▶ [Task objective] Scan the data beneath this task and copy each line that includes "JSON".

▶ [Data records]
◆ ◆ ◆
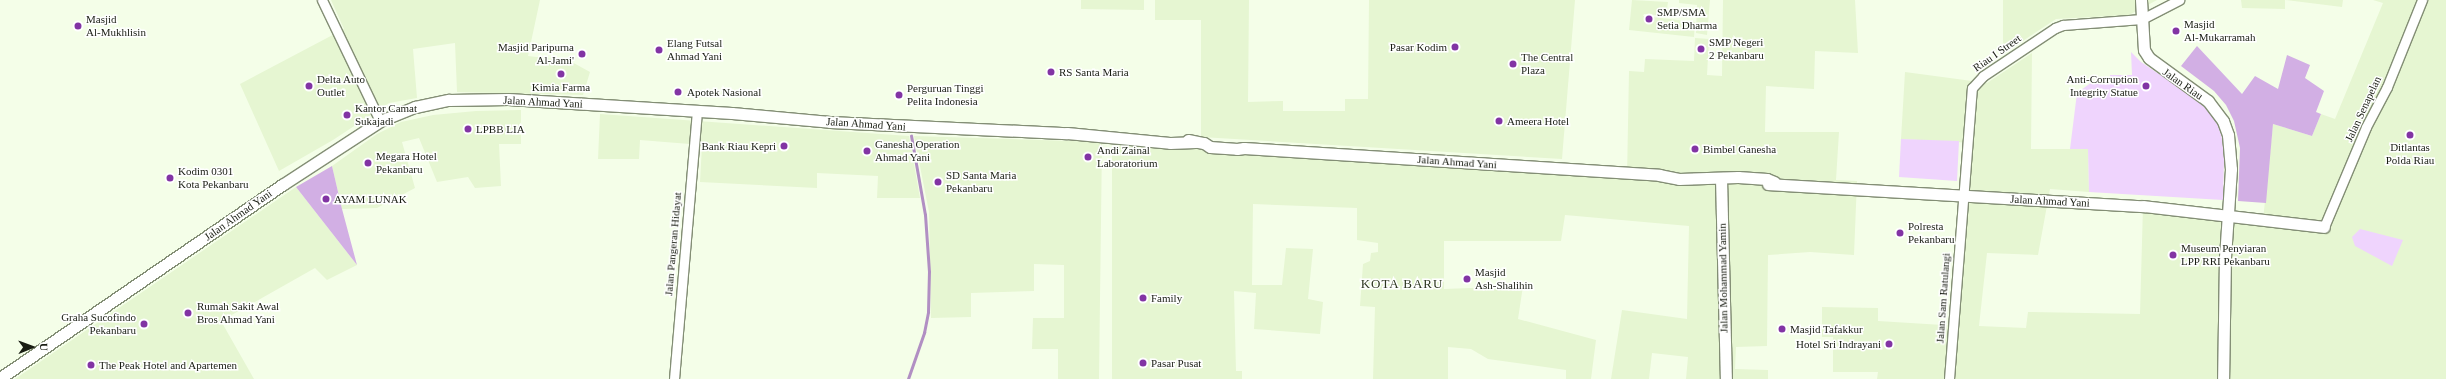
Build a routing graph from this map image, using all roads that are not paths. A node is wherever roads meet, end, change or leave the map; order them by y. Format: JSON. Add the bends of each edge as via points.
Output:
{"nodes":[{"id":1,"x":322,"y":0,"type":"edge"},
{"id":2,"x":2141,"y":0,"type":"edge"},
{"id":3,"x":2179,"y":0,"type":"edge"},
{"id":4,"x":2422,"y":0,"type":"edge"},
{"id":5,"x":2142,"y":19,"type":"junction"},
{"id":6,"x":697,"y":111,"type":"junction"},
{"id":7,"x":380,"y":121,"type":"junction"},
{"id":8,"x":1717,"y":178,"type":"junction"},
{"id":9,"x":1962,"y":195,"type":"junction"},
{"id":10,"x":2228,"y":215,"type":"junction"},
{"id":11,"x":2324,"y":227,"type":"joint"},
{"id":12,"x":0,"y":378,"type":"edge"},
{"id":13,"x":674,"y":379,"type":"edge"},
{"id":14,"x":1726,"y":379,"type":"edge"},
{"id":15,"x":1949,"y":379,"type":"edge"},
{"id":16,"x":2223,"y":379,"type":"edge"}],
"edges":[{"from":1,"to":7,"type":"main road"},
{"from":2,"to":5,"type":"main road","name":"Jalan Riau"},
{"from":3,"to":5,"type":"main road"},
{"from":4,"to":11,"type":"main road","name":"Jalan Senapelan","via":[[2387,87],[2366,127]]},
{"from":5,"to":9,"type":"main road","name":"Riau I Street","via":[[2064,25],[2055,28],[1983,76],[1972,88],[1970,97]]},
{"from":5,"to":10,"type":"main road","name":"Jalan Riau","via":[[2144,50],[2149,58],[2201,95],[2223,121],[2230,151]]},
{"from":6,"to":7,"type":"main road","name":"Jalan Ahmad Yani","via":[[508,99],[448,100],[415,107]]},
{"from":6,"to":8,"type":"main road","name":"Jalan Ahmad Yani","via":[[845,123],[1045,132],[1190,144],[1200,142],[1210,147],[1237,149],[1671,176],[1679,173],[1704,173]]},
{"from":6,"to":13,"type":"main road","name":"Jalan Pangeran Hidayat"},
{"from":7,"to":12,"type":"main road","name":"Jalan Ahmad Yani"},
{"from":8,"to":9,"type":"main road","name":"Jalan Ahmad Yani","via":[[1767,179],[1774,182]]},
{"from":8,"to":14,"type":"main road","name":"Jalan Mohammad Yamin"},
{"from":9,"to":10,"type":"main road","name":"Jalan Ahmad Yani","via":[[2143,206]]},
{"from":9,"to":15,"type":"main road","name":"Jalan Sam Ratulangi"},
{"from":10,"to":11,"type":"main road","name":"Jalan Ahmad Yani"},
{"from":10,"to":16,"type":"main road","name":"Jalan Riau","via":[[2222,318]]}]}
◆ ◆ ◆
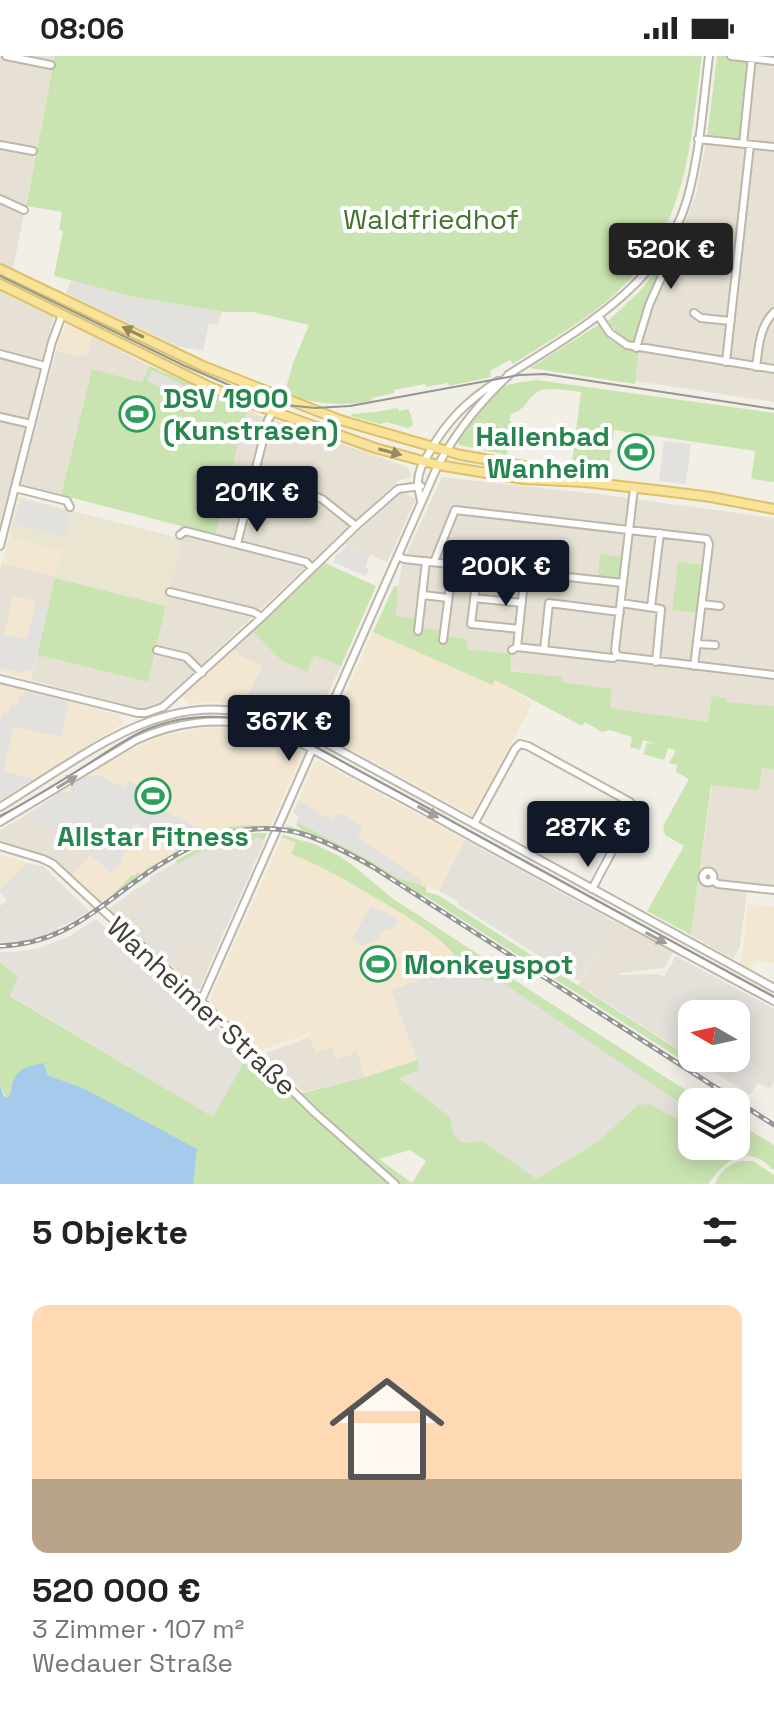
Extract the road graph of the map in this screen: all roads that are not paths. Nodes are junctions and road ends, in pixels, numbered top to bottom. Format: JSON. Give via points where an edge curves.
◆ ◆ ◆
▶ [Task result]
Build a routing graph from this map image, using all roads that are not paths. A node is wherever roads meet, end, change or leave the map; order them by y. Format: JSON. Add the bends of each edge as via points.
Extract the road graph of the map in this screen: all roads that are not paths. Nodes are junctions and road ends, in pixels, numbered top to bottom. Format: JSON. Give via points where an edge curves.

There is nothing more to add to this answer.